ELIZABETH ADENEY: 66-Year-Old Pregnant Woman To Become Britain's Oldest Mother

Elizabeth Adeney, a 66-year-old woman from Suffolk, England, is eight-months pregnant. When she delivers this summer she will be the oldest woman to ever give birth in Britain, and join the ranks of Adriana Iliescu and Omkari Panwar, both women who broke records by giving birth after the age of 65.

The "Daily Mail" reports that Adeney is believed to have undergone IVF treatments abroad because many British doctors refuse to give them to women over the age of 50.

Adeney, a divorcee, will raise the child alone and will be almost 80 years old when the child enters high school. She is a woman of means, who is in good health, but this is sure to reignite debate about parenting late in life.

The number of women who gave birth after 40 increased from 12,103 in 1996 to 23,706 in 2006, according to UK statistics. In 2004, Britain's Office for National Statistics released population data that found, "an ever-widening gap between fertility rates along social class lines, with wealthier women waiting until their 40s to have children while the birth rate among the youngest age groups is mainly among poorer mothers."

Despite the obvious increase in popularity, detractors say that just because a woman can give birth late in life, doesn't mean she should, "Women do not have the right to have a child; the child has a right to a suitable home," said former Secretary of State for Health in Britain, Virginia Bottomley, while addressing post-menopausal pregnancy.
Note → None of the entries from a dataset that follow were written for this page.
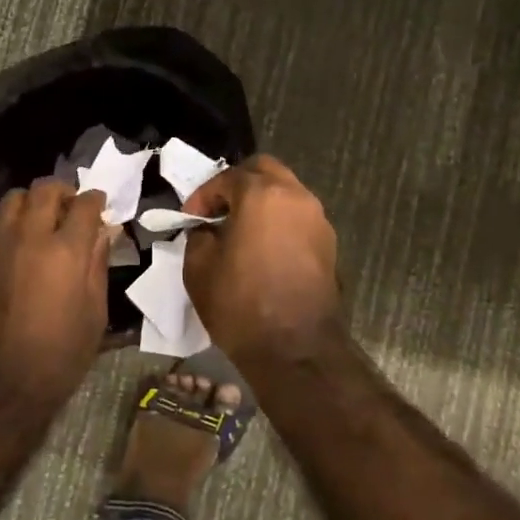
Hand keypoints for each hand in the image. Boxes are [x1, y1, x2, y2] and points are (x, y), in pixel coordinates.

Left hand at [0, 181, 111, 399]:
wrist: (0, 384)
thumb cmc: (60, 354)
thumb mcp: (94, 313)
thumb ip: (98, 264)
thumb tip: (104, 231)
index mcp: (66, 251)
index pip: (84, 205)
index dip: (96, 200)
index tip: (100, 205)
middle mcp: (30, 237)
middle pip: (45, 190)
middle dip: (63, 191)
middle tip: (71, 207)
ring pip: (14, 199)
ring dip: (32, 202)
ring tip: (41, 220)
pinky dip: (9, 221)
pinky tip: (17, 241)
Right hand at [183, 156, 339, 351]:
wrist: (295, 349)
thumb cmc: (241, 304)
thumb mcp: (199, 268)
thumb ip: (200, 236)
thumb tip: (209, 229)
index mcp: (262, 194)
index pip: (227, 177)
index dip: (204, 194)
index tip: (190, 217)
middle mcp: (295, 197)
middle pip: (264, 170)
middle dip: (238, 184)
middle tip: (218, 210)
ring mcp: (317, 219)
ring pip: (286, 192)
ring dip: (262, 201)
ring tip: (239, 229)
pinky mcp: (329, 243)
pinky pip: (298, 217)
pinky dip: (279, 221)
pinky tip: (262, 247)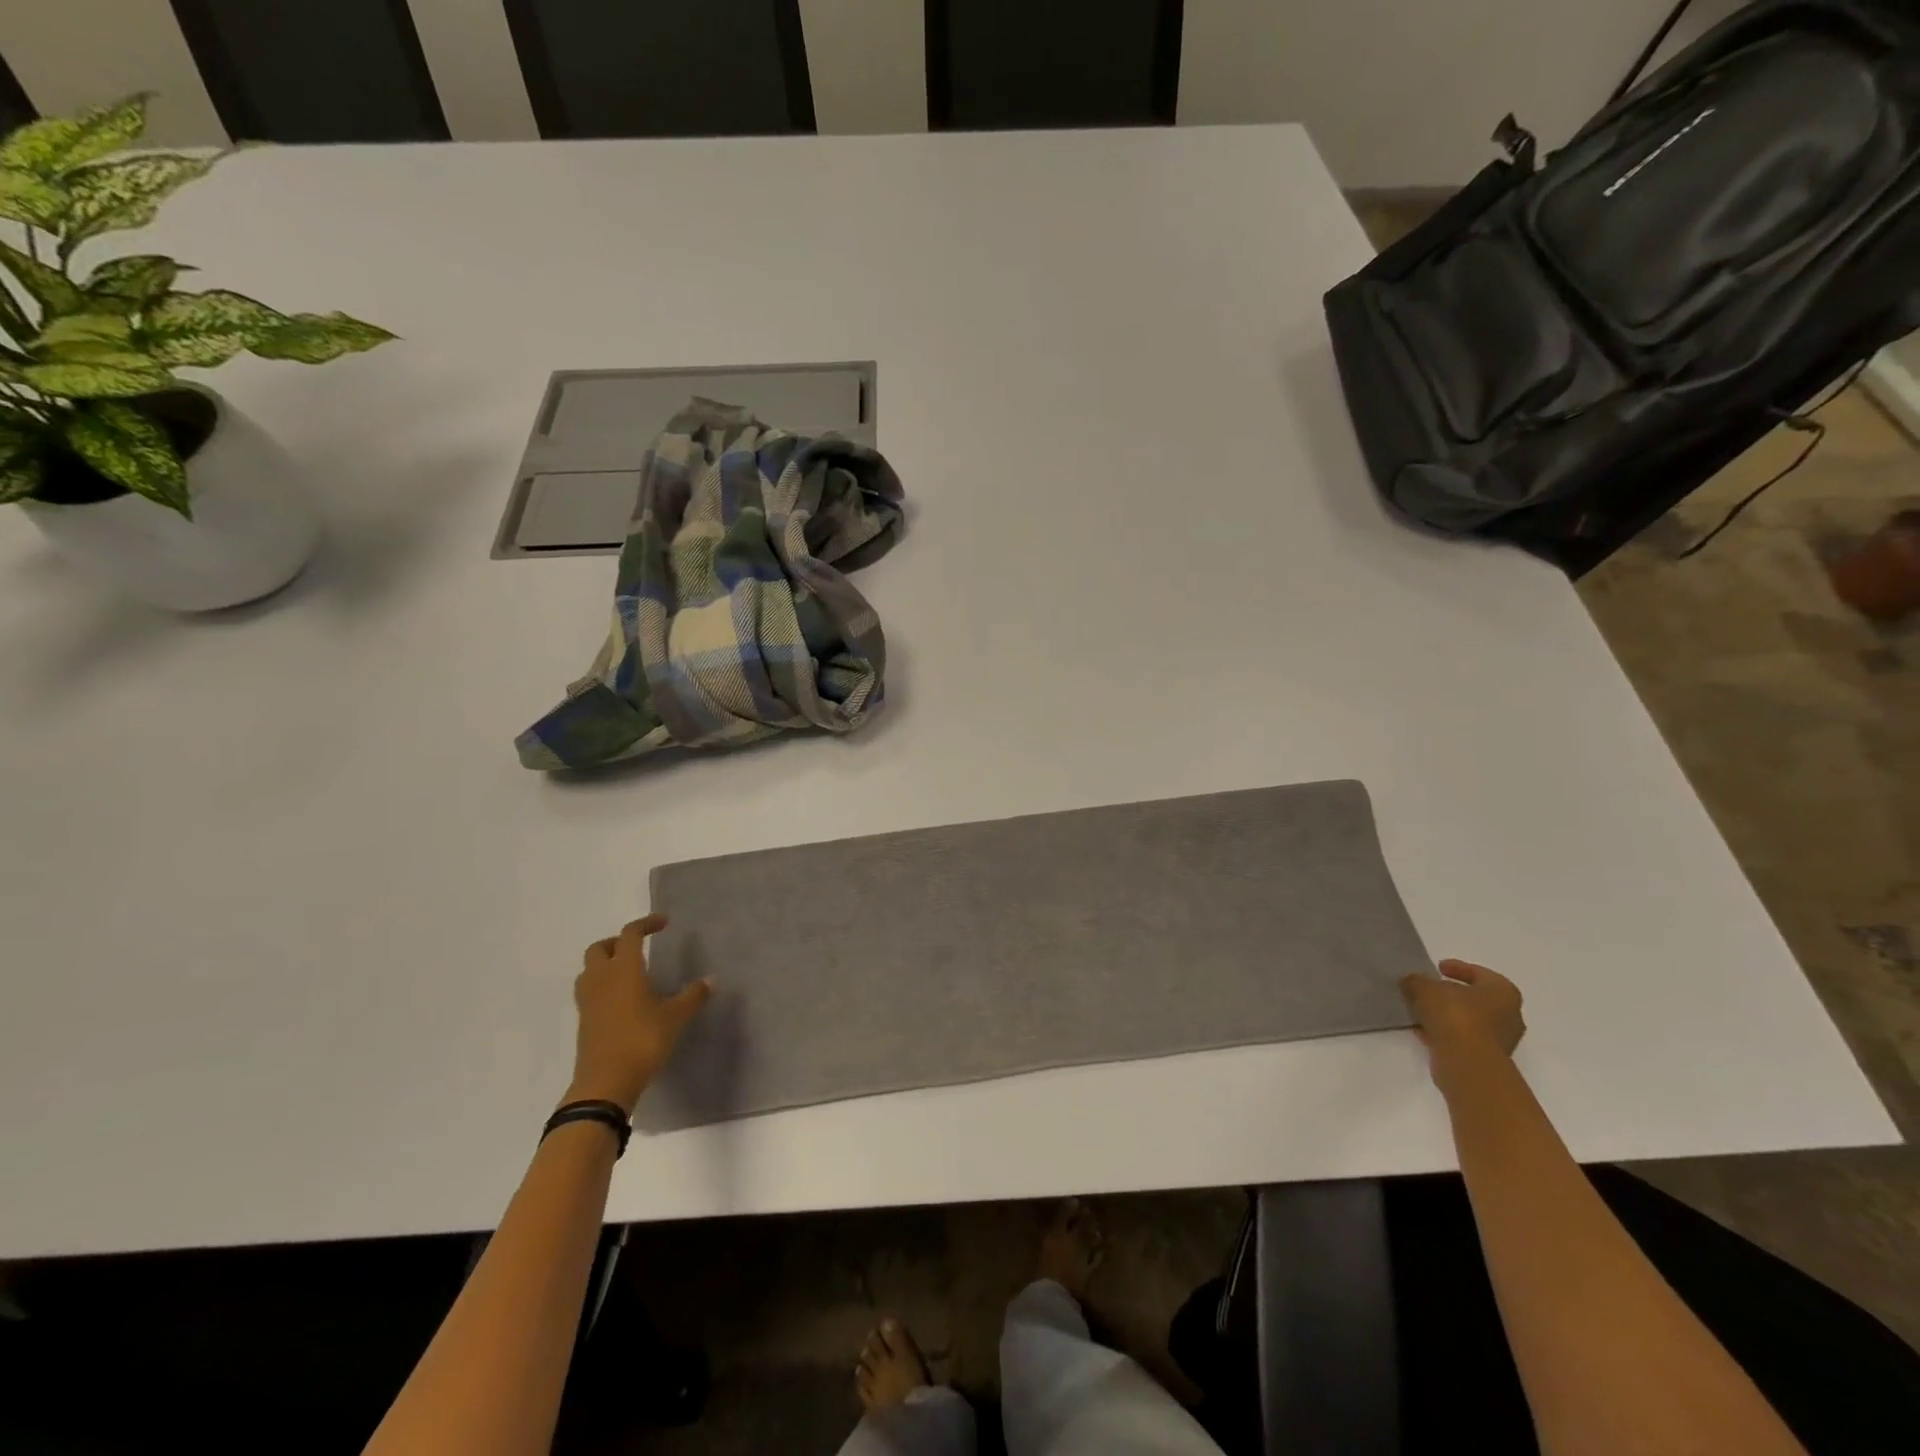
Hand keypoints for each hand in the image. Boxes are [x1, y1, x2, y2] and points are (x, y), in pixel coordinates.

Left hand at [566, 915, 711, 1114]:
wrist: (605, 1082)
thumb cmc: (642, 1040)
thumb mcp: (675, 1017)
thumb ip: (693, 996)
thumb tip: (710, 980)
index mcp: (623, 969)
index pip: (630, 934)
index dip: (646, 924)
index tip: (664, 923)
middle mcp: (601, 978)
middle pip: (599, 948)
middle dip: (618, 942)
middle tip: (639, 947)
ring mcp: (588, 1001)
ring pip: (589, 969)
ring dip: (605, 963)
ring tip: (628, 972)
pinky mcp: (584, 1021)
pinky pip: (589, 991)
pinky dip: (602, 985)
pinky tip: (622, 999)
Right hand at [1399, 959, 1525, 1094]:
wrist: (1467, 1063)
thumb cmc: (1455, 1016)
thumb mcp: (1425, 988)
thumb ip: (1416, 981)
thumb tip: (1411, 980)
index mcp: (1503, 992)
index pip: (1480, 973)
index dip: (1458, 968)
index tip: (1437, 968)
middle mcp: (1509, 1015)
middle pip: (1476, 999)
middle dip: (1451, 994)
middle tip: (1427, 990)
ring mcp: (1500, 1040)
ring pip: (1469, 1021)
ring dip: (1446, 1016)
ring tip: (1420, 1011)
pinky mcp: (1486, 1059)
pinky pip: (1463, 1039)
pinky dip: (1445, 1033)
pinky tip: (1423, 1031)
Even the doctor who performed IVF treatments on Patricia Rashbrook, a woman who gave birth at the age of 62 in Britain, says this was a mistake. "The maximum age for a woman to have a child should be 63, because the average lifespan is 83 years of age and the child needs a mum for the first 18 to 20 years," said Professor Severino Antinori, an Italian embryologist who is also embroiled in the cloning debate. "The risks for a mum for giving birth at the age of 66 are very high. They include possible hypertension and even the risk of coma. Rashbrook was good medical science; we did 150 analyses in her case and we found she had a biological age of 45 even though her real age was, of course, much older."